* TASK REQUIREMENTS *
Extract only the lines running from the top of the entries to the line that holds "0 #8e888d) drop-shadow(-2px". Include that line and omit the pictures.

════════════════════

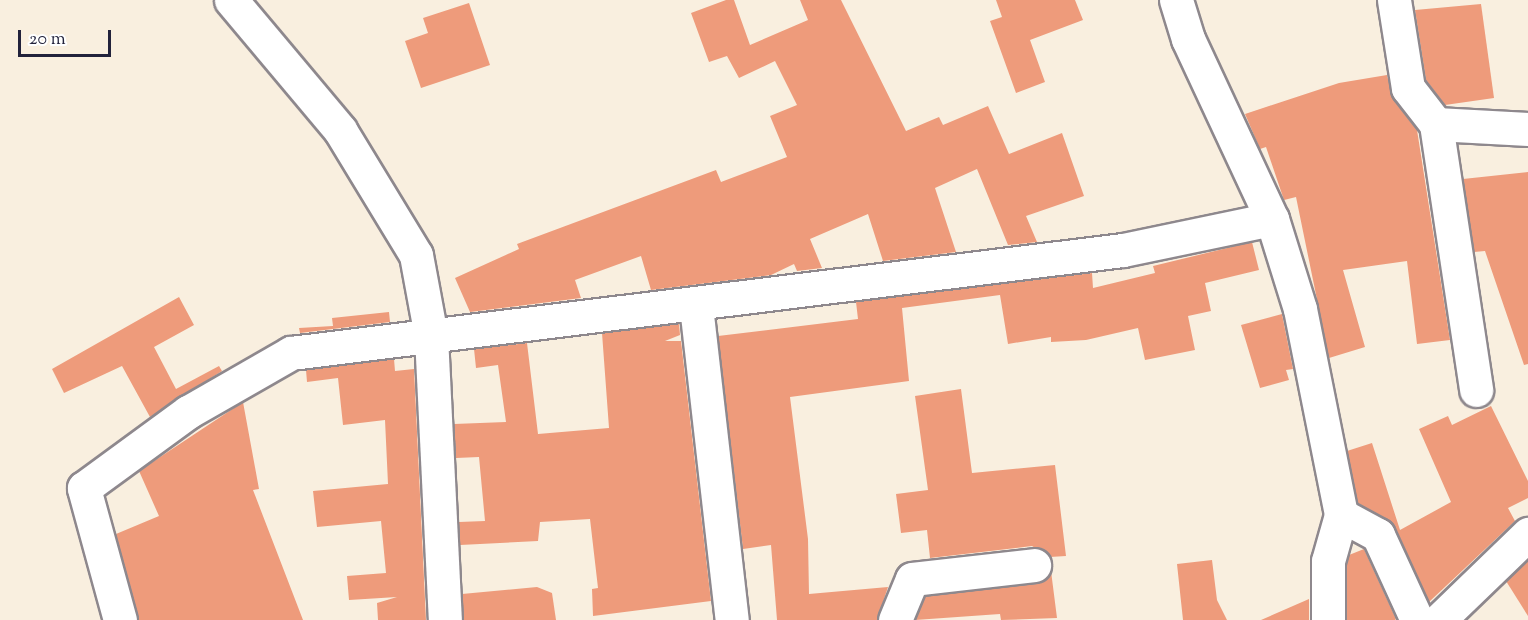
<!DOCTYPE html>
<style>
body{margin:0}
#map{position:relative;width:1528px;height:620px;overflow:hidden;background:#f9efdf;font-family:"Sorts Mill Goudy",serif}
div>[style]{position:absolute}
.building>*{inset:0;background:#ee9b7b}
.roads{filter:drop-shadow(2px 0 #8e888d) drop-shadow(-2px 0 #8e888d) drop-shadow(0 2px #8e888d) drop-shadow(0 -2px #8e888d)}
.minor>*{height:33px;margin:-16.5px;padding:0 16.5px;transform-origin:16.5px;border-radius:16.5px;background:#fff}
span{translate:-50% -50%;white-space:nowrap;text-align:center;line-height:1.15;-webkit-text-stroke:5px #fff;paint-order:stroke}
.scale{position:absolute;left:18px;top:30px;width:93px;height:27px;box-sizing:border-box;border:3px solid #22223b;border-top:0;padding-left:8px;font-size:18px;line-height:21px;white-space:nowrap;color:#22223b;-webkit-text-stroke:4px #fff;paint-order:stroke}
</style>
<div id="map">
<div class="building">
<i style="clip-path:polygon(726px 0,734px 0,750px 45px,808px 20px,800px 0,841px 0,906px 131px,939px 117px,943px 125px,988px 106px,1009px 154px,1062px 133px,1084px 196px,1026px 216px,1037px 242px,1008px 245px,977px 169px,935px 188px,956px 252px,883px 261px,868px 214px,810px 239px,822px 268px,797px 271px,794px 264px,771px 275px,651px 290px,641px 256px,575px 280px,581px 298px,470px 312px,455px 278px,519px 249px,517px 244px,716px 170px,721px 182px,787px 157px,770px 116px,797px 105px,775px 61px,739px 78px,727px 56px,709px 62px,691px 13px)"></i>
<i style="clip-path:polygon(996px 0,1075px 0,1083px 20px,1030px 40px,1045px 82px,1016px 93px,990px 21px,1002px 17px)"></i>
<i style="clip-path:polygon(469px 3px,490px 65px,421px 88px,405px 41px,428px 33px,423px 18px)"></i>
<i style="clip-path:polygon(1481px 4px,1494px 98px,1445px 105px,1426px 80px,1415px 10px)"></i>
<i style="clip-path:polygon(1387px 75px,1393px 99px,1417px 130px,1450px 340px,1417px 344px,1407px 261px,1343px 270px,1365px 347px,1329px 358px,1296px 197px,1284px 200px,1266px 147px,1260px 149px,1245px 114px,1339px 83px)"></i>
<i style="clip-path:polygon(1528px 172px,1528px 364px,1524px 365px,1485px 251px,1474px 252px,1463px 179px)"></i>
<i style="clip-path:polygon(1252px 242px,1259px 270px,1205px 283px,1211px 311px,1188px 316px,1195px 350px,1145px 360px,1138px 328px,1086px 340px,1051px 342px,1051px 337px,1008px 344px,1000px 295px,902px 308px,909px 381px,790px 397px,808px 539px,809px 594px,888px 587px,877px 620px,777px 620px,771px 545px,743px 549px,718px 336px,858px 319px,856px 302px,1092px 273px,1093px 288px,1155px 273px,1153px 266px)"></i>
<i style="clip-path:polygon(179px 297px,194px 325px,154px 347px,176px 389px,219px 366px,222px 371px,150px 417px,122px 366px,64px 393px,52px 369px)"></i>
<i style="clip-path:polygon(389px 312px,390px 322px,300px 333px,299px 328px,333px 326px,332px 318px)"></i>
<i style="clip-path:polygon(1282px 314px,1293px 369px,1286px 370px,1289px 380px,1260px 388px,1241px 325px)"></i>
<i style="clip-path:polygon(679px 324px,680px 335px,665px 341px,681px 341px,711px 601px,593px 616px,592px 589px,598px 588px,590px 519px,540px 522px,538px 541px,460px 545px,459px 522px,485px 521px,479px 457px,456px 458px,454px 424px,506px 422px,498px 365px,476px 368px,474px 349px,527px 343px,538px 434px,609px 428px,602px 333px)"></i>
<i style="clip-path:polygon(394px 359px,395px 371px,414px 369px,426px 620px,378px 620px,377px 603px,397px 597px,349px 600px,347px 576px,386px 573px,381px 521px,317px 527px,313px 491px,388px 484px,385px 420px,343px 425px,338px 378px,307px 382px,306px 370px)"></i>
<i style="clip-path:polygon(961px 389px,972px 473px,1055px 465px,1066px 556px,1050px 557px,1032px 546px,930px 558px,927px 530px,901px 533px,896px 494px,928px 490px,915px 396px)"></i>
<i style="clip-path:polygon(243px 402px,259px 489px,253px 490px,303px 620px,138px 620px,116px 534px,159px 516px,139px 471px)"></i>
<i style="clip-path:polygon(1491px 406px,1528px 481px,1528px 498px,1508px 508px,1515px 521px,1429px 602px,1395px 527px,1358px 503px,1347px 451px,1372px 443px,1400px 530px,1451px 502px,1419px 429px,1448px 416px,1452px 425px)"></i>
<i style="clip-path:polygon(1364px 549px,1396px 619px,1395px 620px,1347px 620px,1347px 564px,1349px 555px)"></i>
<i style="clip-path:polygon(1212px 560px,1217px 600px,1227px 620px,1183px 620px,1177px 564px)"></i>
<i style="clip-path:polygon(1528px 560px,1528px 616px,1506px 581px)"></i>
<i style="clip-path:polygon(1051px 571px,1057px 618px,1001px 620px,1000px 614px,915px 620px,925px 596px,1036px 584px)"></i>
<i style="clip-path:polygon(537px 587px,552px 593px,556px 620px,464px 620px,462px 594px)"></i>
<i style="clip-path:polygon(1309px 599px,1309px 620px,1261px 620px)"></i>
</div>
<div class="roads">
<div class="minor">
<i style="left:231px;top:0;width:170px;rotate:50deg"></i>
<i style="left:340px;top:130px;width:146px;rotate:58.7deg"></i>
<i style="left:416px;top:255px;width:82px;rotate:79.5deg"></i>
<i style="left:431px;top:336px;width:284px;rotate:87.2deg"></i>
<i style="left:1176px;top:0;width:41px;rotate:72.9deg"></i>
<i style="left:1188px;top:39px;width:199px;rotate:65deg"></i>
<i style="left:1272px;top:219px;width:94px;rotate:72.7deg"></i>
<i style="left:1300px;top:309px;width:210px;rotate:78.7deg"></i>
<i style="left:1341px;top:515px;width:48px;rotate:105.8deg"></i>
<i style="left:1328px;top:561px;width:59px;rotate:90deg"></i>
<i style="left:1394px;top:0;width:89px;rotate:81deg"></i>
<i style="left:1408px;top:88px;width:46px;rotate:52.1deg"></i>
<i style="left:1436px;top:124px;width:92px;rotate:3.1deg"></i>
<i style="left:1436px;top:124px;width:269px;rotate:81.4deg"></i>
<i style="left:696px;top:306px;width:316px;rotate:83.5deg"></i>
<i style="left:1341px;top:515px;width:42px;rotate:28.4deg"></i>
<i style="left:1378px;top:535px;width:94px;rotate:65.4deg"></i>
<i style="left:120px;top:620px;width:137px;rotate:-105.3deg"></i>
<i style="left:84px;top:488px;width:129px;rotate:-36.2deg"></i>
<i style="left:188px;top:412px;width:119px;rotate:-29.8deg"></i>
<i style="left:291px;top:353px;width:838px;rotate:-7.06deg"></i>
<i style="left:1123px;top:250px;width:152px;rotate:-11.8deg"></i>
<i style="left:895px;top:620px;width:44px;rotate:-67.5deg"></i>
<i style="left:912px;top:579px;width:123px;rotate:-6.5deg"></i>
<i style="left:1439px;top:620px;width:124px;rotate:-44deg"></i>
</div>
</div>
<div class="scale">20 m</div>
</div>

════════════════════

* TASK OUTPUT *
<!DOCTYPE html>
<style>
body{margin:0}
#map{position:relative;width:1528px;height:620px;overflow:hidden;background:#f9efdf;font-family:"Sorts Mill Goudy",serif}
div>[style]{position:absolute}
.building>*{inset:0;background:#ee9b7b}
.roads{filter:drop-shadow(2px 0 #8e888d) drop-shadow(-2px 0 #8e888d) drop-shadow(0 2px #8e888d) drop-shadow(0 -2px #8e888d)}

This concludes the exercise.